Ahora que lo “politicamente correcto” es llamar invidente al ciego y adulto en plenitud al viejo, pues cada vez es más dificil llamar pan al pan y vino al vino, no debe sorprendernos ver aparecer en el escenario a un Otelo rubio, en México decimos güero, en lugar del famoso Moro de Venecia, el Moro Otelo, de raza negra. Asi aparece en la obra original de William Shakespeare, puesta en música por Giuseppe Verdi con un libreto de Arrigo Boito, que se presentó en la sala principal del Palacio de Bellas Artes de la ciudad de México, en este mes de noviembre dedicado a las ánimas. No es discriminatorio de ninguna manera representar a Otelo como negro, pues así está previsto en la ópera que comentaremos. Es solo una realidad histórica. En la nutrida correspondencia que tuvieron Verdi y Boito mientras trabajaban en la penúltima ópera del Oso de Busseto se referían a su personaje como “El proyecto de Chocolate”. Ricordi, editor de las óperas de Verdi escribió a Giuseppina Streponi, esposa del compositor: “ Boito sigue trabajando en su “chocolate caliente que hierve, hierve y hierve”.
Desde el 6 de abril de 1981, cuando cantó una sola función el tenor Placido Domingo no se había vuelto a presentar Otello en Bellas Artes. Lo vimos en el Teatro Degollado de Guadalajara hace un par de años, con un cantante “de color”, afroamericano, a quien no hubo necesidad de maquillar como lo hicieron Ramón Vinay, Mario del Monaco o Jon Vickers sin sentirse violentados ni nada que se le pareciera. El estreno al que asistimos este domingo 5 de noviembre, constituye un acontecimiento importante pues después de más de 35 años de no ponerse, para muchos aficionados constituyó su primera experiencia con este título donde Verdi se muestra muy wagneriano: “Me he vuelto su admirador” escribió alguna vez. El resultado que presenciamos fue bastante bueno. El solo hecho de atreverse a hacerlo es digno de aplauso y encomio. Se conjuntó un elenco solvente aunque disparejo compuesto por tres cantantes extranjeros en los tres papeles protagónicos rodeados por principiantes y una veterana que cumplía en esta oportunidad 35 años de su debut en su carrera operática.

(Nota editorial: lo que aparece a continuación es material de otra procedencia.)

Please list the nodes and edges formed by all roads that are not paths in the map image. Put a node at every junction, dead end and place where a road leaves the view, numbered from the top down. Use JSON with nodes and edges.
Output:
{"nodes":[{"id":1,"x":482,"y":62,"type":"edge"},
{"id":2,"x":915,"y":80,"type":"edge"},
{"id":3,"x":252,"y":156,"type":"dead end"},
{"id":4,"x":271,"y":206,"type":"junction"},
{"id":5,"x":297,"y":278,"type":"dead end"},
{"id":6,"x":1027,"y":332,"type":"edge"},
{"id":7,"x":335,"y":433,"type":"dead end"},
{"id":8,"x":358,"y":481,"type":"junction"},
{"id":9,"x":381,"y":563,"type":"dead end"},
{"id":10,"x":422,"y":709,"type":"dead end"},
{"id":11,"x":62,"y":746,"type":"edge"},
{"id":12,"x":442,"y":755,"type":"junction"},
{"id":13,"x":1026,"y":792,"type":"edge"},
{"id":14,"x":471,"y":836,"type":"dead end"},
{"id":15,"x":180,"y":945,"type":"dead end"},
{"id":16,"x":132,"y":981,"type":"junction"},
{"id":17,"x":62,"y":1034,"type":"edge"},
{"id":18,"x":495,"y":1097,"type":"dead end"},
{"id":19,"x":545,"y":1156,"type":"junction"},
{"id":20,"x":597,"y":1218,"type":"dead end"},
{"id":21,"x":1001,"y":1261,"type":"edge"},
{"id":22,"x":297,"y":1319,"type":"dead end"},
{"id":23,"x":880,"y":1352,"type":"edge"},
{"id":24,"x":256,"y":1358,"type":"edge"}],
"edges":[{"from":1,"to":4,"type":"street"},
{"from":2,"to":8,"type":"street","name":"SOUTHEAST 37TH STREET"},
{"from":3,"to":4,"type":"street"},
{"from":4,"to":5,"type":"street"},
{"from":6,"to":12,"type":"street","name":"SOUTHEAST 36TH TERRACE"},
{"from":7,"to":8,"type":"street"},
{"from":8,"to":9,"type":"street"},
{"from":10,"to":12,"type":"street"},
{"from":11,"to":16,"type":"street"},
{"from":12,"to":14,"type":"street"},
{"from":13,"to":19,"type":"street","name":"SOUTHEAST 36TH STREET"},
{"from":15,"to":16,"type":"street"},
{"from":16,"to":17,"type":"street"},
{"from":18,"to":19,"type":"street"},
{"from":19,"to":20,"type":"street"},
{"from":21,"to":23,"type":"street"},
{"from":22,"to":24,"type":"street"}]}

El tenor lituano Kristian Benedikt llevo sobre sus hombros el papel principal del drama. Su caracterización del Moro, ahora rubio y de caireles, lo sacó con gallardía y pundonor. Desde su entrada triunfal, luego de la tempestad del inicio donde un León de San Marcos rojo y tremolante tapa toda la escena de la tempestad, apantalló al público con un Exultate¡ a toda voz espectacular y poderoso, echando toda la voz desde el principio. Esto lo hizo perder el color y descolocar su emisión en su siguiente entrada y todavía tardo en recuperarse en su colocación vocal en el dueto de amor con su esposa. Se repuso después y llevó a buen puerto el endiablado personaje. El público lo recibió bien y lo aplaudió al final. El barítono italiano Giuseppe Altomare canta un Yago de buen nivel, intrigante y temerario, astuto y burlón, maligno y siniestro, como lo pide el personaje con cuyo nombre Verdi quería titular en un principio a su penúltima ópera. Hermosa la voz de la soprano rusa Elena Stikhina, como Desdémona, lirica, fuerte, de color brillante y de excelente proyección, capaz de matizar y cambiar el caracter de una mujer angelical, plena de vitalidad que se transforma en la sufriente víctima inocente de un marido malvado. Los papeles comprimarios y los partiquinos estuvieron a cargo de Encarnacion Vazquez como Emilia, ama de llaves de la casta esposa de Otelo, en un papel pequeño y poco lucidor. No ha sido, ni vocal ni histriónicamente, su mejor trabajo. El tenor Andrés Carrillo fue Cassio, Enrique Guzmán el enamorado imposible de Desdémona, Roderigo, Alejandro López hizo Ludovico, Montano lo interpretó Tomás Castellanos y un heraldo fue David Echeverría.
Cumplieron y sonaron bien, con dignidad y aplomo, la Orquesta, dirigida por el maestro servio Srba Dinic, el coro, muy bien en algunos números y algo disparejo en otros, bajo la inteligente guía del talentoso mexicano Pablo Varela, del Teatro de Bellas Artes. La dirección de escena de Luis Miguel Lombana Echevarria, que pretendió ser atemporal, en realidad no lució demasiado, sino se concretó en el tránsito rudimentario de los personajes sin mayores pretensiones. Un tanto sombría y gris, con desapego a las indicaciones y detalles que tanto preocupaban al compositor que tanto cuidó en el estreno del “Chocolate” gran éxito en el teatro alla Scala de Milán, el 5 de febrero de 1887. Hace 130 años.